**BRIEF**
Write out every line from the listing below where the string "lineWidth" is found.

**DATA FOR THIS TASK**
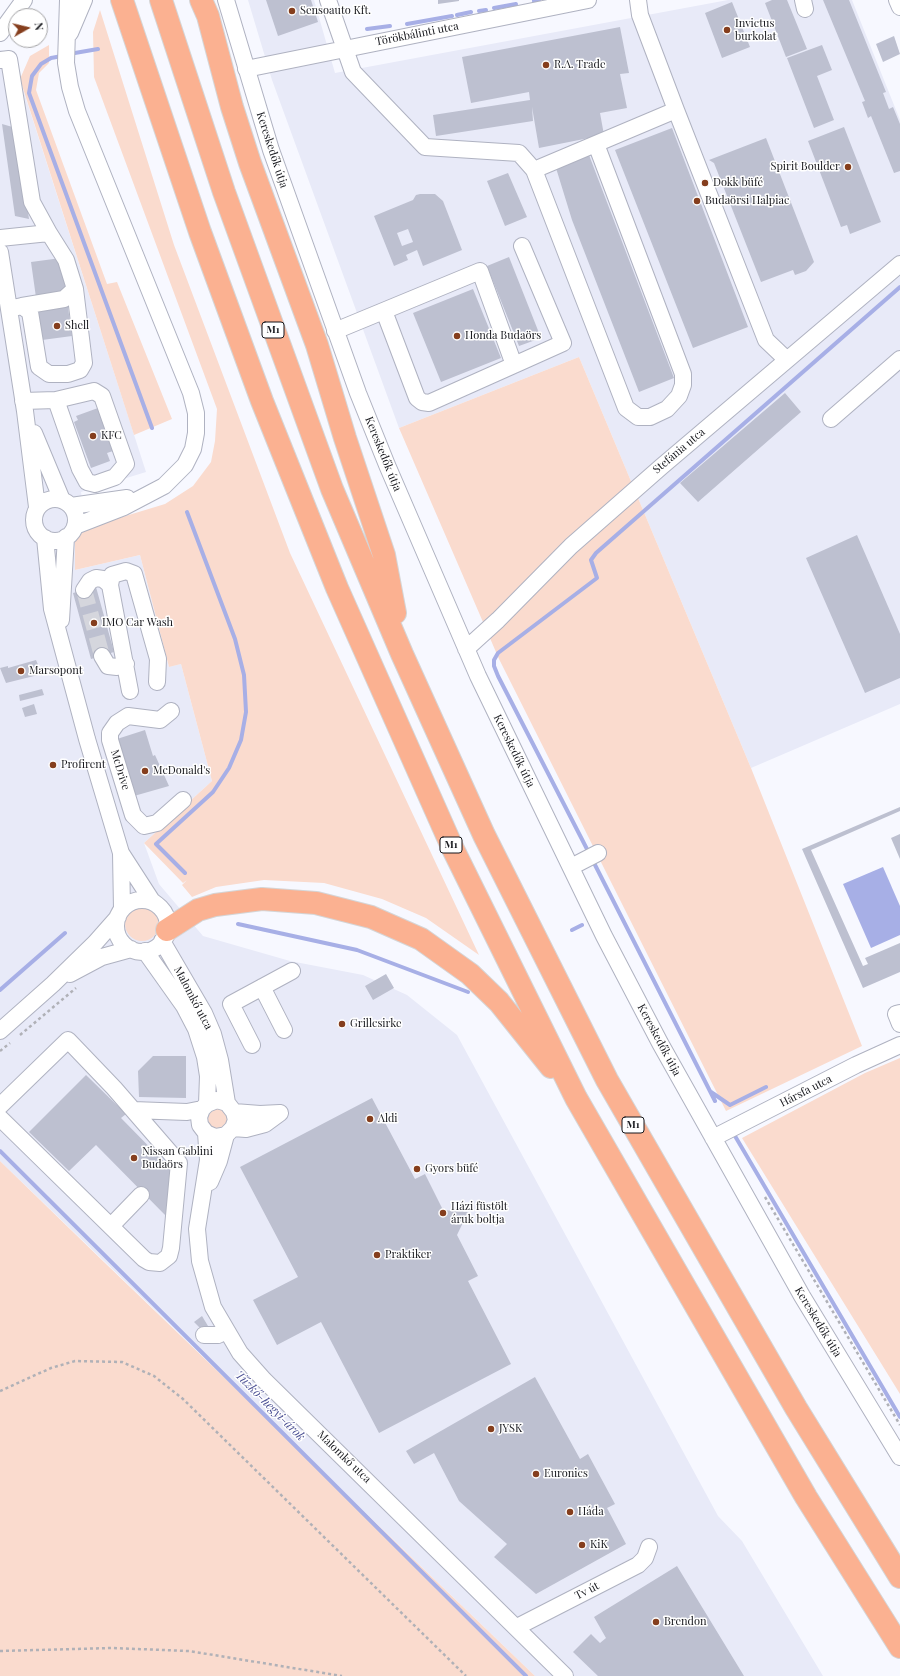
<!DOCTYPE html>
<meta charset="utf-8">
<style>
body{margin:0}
#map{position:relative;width:900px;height:1676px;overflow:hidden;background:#f7f8ff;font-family:"Playfair Display",serif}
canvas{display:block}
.north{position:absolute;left:8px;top:8px;width:40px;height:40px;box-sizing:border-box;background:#fff;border:1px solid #a2a2a4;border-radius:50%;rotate:82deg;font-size:11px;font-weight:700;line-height:16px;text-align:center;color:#16171c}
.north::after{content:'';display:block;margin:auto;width:14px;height:18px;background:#853e1d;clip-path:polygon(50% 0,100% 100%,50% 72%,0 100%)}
</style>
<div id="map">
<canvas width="900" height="1676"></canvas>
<div class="north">N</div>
</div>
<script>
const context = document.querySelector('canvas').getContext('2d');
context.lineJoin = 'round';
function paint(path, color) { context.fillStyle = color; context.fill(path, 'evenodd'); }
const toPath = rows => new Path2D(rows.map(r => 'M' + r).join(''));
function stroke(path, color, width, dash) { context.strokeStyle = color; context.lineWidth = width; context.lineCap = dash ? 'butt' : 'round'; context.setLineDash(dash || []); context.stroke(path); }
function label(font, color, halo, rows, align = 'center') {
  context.font = font + ' "Playfair Display",serif'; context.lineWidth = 3; context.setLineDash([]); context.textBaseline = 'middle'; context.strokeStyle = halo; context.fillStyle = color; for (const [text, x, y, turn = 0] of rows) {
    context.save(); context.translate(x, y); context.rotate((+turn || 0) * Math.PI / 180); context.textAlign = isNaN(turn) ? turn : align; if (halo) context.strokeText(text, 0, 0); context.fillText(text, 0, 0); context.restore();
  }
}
paint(toPath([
 [248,0,314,0,335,73,728,0,852,0,900,120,900,704,751,768,579,357,399,428,272,80],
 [0,50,11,52,146,472,81,492,86,528,75,570,140,555,169,667,181,664,212,781,144,843,159,884,203,936,290,961,363,975,407,995,457,1035,718,1516,742,1541,823,1676,535,1676,0,1161]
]), '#e8eaf8');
paint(toPath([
 [100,10,174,245,290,553,479,955,426,918,382,899,324,883,264,880,216,887,192,897,182,885,187,880,183,883,144,843,212,781,181,664,169,667,140,555,75,570,75,542,86,528,165,504,193,486,211,462,215,441,217,409,94,77,93,32],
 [49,45,49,63,39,73,36,90,107,284,117,282,172,419,134,435,20,79,30,56],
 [579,357,751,768,862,1046,726,1111,499,659,399,428],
 '125 924a17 17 0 1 1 34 0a17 17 0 1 1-34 0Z',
 [900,1058,900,1394,742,1138,865,1073],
 '208 1119a10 10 0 1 1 20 0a10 10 0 1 1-20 0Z',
 [0,1161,104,1262,535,1676,0,1676]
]), '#fadbce');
paint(toPath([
 [883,867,900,906,900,935,871,948,843,884]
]), '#a7afe6');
stroke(toPath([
 [534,1,539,0],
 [494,8,516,4],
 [479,11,486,10],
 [457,15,471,12],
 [407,24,452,16],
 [367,29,390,26],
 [69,54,98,49],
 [62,56,51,58,41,64,32,76,29,93,152,428],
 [589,853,498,676,494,666,494,660,498,653,597,578,591,560,596,553,900,287],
 [592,859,715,1101],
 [185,873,156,844,213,792,229,768,241,740,246,712,244,675,235,639,187,512],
 [238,924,357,950,468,992],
 [572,930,582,925],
 [0,990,65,933],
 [711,1092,730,1105,766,1087],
 [735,1136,900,1417],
 [0,1151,526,1676]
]), '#a7afe6', 4);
paint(toPath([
 [266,0,311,0,318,22,278,36],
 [438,0,459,0,459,1,438,4],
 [772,0,787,0,807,49,786,57,765,3],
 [823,0,849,0,886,92,883,93,889,109,893,107,900,124,900,171,894,173,871,116,868,118,862,102,865,101],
 [732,2,750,47,722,58,705,13],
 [620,27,629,73,620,74,627,108,600,113,604,135,539,148,532,107,533,121,436,136,433,115,530,100,529,92,471,103,462,57],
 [894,36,900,54,883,62,876,44],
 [822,45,832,70,817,76,834,120,814,128,787,58],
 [2,124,16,128,29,219,15,216],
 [844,127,881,222,850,234,847,225,841,227,808,141],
 [672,128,748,327,693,348,615,150],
 [766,138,814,262,806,271,795,275,793,270,761,282,714,163,709,160],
 [589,155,674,378,639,392,572,220,556,168],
 [508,173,527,217,505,226,487,181],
 [420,194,435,194,443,201,462,250,423,266,417,250,406,255,408,260,394,266,374,216,413,200,416,195],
 [408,229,413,242,402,246,397,233],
 [509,257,541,338,519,346,487,266],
 [61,258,72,336,42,340,31,262],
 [473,289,501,358,441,382,413,313],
 [785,393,801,412,698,502,680,483],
 [98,408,113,451,107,453,110,461,91,468,74,422,78,420,76,416],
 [857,535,900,634,900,678,865,693,806,558],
 [96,587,114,652,91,659,73,593],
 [36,660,42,674,6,683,0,668,8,666,8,668],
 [42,689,44,695,20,701,19,695],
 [34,704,37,714,25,717,22,708],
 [145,730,153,756,155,755,169,786,134,796,117,739],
 [900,807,900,811,811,850,863,966,868,964,865,958,900,943,900,972,863,988,802,849],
 [900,834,900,859,891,838],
 [386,974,394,988,373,1000,365,986],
 [153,1056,186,1056,186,1098,139,1097,138,1071],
 [86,1075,126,1114,121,1118,173,1171,167,1217,96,1145,69,1171,29,1132],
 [372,1098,415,1179,425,1174,443,1210,468,1212,457,1235,478,1276,468,1281,511,1364,379,1433,321,1322,277,1345,253,1300,298,1277,240,1167],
 [202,1316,208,1326,202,1330,194,1322],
 [535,1377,580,1459,588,1454,595,1467,615,1504,607,1508,626,1544,536,1594,494,1557,507,1544,459,1501,434,1453,414,1464,406,1451],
 [677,1566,744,1676,598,1676,573,1652,591,1634,600,1643,606,1638,594,1617]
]), '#bdc0d0');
stroke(toPath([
 [84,590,102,656]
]), '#d5d6dd', 16, [16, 8]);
const minor = toPath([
 [68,0,66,63,70,87,77,111,191,393,196,413,196,433,193,449,185,465,164,486,124,507,75,526],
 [226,0,271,150,358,393,387,465,478,676,604,936,660,1043,802,1296,900,1457],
 [328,0,353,72,425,147,519,153,534,170,626,408,638,417,650,417,667,409,679,396,683,385,683,374,596,144],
 [638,0,640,15,676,110,766,340,787,360],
 [803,0,805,9],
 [897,0,900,7],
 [0,33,24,0],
 [70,33,84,0],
 [0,60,9,59,32,202,49,233],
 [246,69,588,0],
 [534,170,676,110],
 [0,238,49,233,66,260,75,289,84,363,80,370,68,374,49,374,39,367,30,312,22,306,9,309],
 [0,252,25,411,37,507],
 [22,306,64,299,75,289],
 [335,331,480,271,514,365,429,403,422,402,417,398,384,311],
 [514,365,563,343,522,246],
 [23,401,56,400,94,391,102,396,126,464,115,477,95,484,87,482,80,469,56,400],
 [831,419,900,359],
 [34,433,62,500],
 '34 520a21 21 0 1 1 42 0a21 21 0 1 1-42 0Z',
 [71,506,127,498],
 [45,538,52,609,87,739,121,853,122,909],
 [84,590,90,581,96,578,103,579,110,585],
 [61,620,66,537],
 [466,649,498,620,571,546,661,467,900,264],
 [102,656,108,666,117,667,126,664],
 [130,691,110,585,112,575,126,571,134,574,158,659,157,682],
 [171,711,160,720,128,716,117,723,110,733,110,740,133,815,144,826,157,823,183,800],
 [121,853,152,901,156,904],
 [571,867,598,853],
 '116 926a26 26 0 1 1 52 0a26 26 0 1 1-52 0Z',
 [162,941,204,1013,213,1034,220,1060,227,1103],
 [145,951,184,1006,196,1029,205,1057,208,1076,207,1104],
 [70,974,102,957,131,949],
 [262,987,284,1030],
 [900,1013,896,1014,900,1024],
 [0,1031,53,984,95,943,118,917],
 [252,1045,231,1004,292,971],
 [0,1106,68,1040,114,1088,179,1163,171,1248,169,1256,160,1263,149,1262,144,1259,0,1118],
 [133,1110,187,1112,202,1109,207,1104,217,1100,227,1103,234,1112,236,1120,233,1128,226,1135,215,1137,206,1133,200,1125,199,1117,202,1109],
 [234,1112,260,1114,280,1113],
 [233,1128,246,1129,265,1124,280,1113],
 [206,1133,208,1160,197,1229,200,1261,213,1307,240,1353,264,1380,565,1676],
 [713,1138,856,1065,900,1045],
 [210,1182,219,1161,226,1135],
 [111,1226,141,1195],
 [204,1335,218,1335,226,1331],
 [517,1627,638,1565,645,1558,649,1547]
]);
const highway = toPath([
 [122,0,200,232,262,401,337,588,453,849,576,1098,806,1497,900,1647],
 [161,0,224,192,332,489,402,654,484,835,607,1080,796,1408,900,1577],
 [201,0,208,16,232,107,250,163,317,345,345,438,384,555,395,613],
 [167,930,198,910,215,905,262,899,316,903,371,917,421,939,470,974,499,1002,551,1067]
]);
stroke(minor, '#afb2c1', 18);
stroke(highway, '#d5d5d6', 24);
stroke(toPath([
 [20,1035,76,988],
 [0,1051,10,1043],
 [765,1197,900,1425],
 [0,1391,51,1368,75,1361,122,1362,154,1376,183,1399,466,1676],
 [0,1651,112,1648,189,1651,342,1676]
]), '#b0b1b7', 2.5, [3, 3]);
stroke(minor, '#fff', 16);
stroke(highway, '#fbb191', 22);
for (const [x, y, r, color] of [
 [292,11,4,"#853e1d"],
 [727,30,4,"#853e1d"],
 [546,65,4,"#853e1d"],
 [848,167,4,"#853e1d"],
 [705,183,4,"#853e1d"],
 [697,201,4,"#853e1d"],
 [57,326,4,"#853e1d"],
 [457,336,4,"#853e1d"],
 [93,436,4,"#853e1d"],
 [94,623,4,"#853e1d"],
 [21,671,4,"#853e1d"],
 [53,765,4,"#853e1d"],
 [145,771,4,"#853e1d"],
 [342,1024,4,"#853e1d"],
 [370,1119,4,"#853e1d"],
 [134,1158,4,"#853e1d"],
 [417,1169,4,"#853e1d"],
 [443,1213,4,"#853e1d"],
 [377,1255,4,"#853e1d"],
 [491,1429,4,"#853e1d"],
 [536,1474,4,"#853e1d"],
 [570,1512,4,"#853e1d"],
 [582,1545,4,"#853e1d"],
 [656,1622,4,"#853e1d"]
]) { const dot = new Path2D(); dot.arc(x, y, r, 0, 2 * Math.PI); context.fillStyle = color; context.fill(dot); stroke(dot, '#fff', 1.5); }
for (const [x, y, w] of [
 [273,330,22],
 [451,845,22],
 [633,1125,22]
]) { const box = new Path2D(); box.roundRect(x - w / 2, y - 8, w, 16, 3); context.fillStyle = '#fff'; context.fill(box); stroke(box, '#16171c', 1); }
label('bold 10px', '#16171c', null, [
 ["M1",273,330],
 ["M1",451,845],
 ["M1",633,1125]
]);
label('11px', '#16171c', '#fff', [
 ["Sensoauto Kft.",300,11],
 ["Invictus",735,24],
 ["burkolat",735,37],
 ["R.A. Trade",554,65],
 ["Spirit Boulder",840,167,"right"],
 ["Dokk büfé",713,183],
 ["Budaörsi Halpiac",705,201],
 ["Shell",65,326],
 ["Honda Budaörs",465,336],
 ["KFC",101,436],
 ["IMO Car Wash",102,623],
 ["Marsopont",29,671],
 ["Profirent",61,765],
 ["McDonald's",153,771],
 ["Grillcsirke",350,1024],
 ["Aldi",378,1119],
 ["Nissan Gablini",142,1152],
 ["Budaörs",142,1165],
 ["Gyors büfé",425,1169],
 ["Házi füstölt",451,1207],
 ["áruk boltja",451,1220],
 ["Praktiker",385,1255],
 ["JYSK",499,1429],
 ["Euronics",544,1474],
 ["Háda",578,1512],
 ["KiK",590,1545],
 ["Brendon",664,1622]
], 'left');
label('11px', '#16171c', '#fff', [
 ["Törökbálinti utca",417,34,-11],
 ["Kereskedők útja",272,150,72],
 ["Stefánia utca",679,451,-40],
 ["Kereskedők útja",383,454,68],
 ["Kereskedők útja",514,751,64],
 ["McDrive",120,770,73],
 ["Malomkő utca",193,998,62],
 ["Kereskedők útja",659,1040,62],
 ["Hársfa utca",806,1091,-27],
 ["Kereskedők útja",818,1322,59],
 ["Malomkő utca",344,1457,44],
 ["Tv út",587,1591,-27]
]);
label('italic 12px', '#4a4f93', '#fff', [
 ["Tűzkő-hegyi-árok",270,1406,45]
]);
</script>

**RESULT BELOW**
function stroke(path, color, width, dash) { context.strokeStyle = color; context.lineWidth = width; context.lineCap = dash ? 'butt' : 'round'; context.setLineDash(dash || []); context.stroke(path); }
  context.font = font + ' "Playfair Display",serif'; context.lineWidth = 3; context.setLineDash([]); context.textBaseline = 'middle'; context.strokeStyle = halo; context.fillStyle = color; for (const [text, x, y, turn = 0] of rows) {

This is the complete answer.